■ EXERCISE GOAL
The expected answer is the set of lines in the data below between the line holding "thumb ip: (443, 719)" and the line holding "ring dip: (373, 648)", inclusive, written out exactly.

RECORDS FOR PROCESSING START

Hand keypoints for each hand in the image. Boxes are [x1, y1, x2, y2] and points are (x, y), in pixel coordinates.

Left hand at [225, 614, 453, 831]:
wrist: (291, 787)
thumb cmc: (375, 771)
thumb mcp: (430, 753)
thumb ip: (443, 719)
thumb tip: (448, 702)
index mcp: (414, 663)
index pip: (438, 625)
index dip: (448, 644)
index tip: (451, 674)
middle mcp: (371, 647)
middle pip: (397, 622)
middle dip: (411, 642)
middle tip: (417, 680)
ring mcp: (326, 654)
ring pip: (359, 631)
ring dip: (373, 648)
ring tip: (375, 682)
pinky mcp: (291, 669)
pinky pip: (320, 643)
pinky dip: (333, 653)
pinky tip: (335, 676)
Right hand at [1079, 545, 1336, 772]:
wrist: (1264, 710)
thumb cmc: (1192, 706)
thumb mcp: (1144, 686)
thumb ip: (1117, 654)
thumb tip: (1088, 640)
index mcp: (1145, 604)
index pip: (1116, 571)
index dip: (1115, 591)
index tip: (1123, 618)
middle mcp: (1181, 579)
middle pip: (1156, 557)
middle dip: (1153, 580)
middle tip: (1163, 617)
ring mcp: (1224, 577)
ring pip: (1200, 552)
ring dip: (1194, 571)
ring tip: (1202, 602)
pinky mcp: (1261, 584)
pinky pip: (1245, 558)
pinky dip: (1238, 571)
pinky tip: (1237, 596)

RECORDS FOR PROCESSING END

■ RESULT FOR THIS TASK
thumb ip: (443, 719)
thumb tip: (448, 702)
index mcp: (414, 663)
index pip: (438, 625)
index dip: (448, 644)
index tip: (451, 674)
middle mcp: (371, 647)
middle pip: (397, 622)
middle dip: (411, 642)
middle tip: (417, 680)
ring mcp: (326, 654)
ring pip: (359, 631)
ring dip: (373, 648)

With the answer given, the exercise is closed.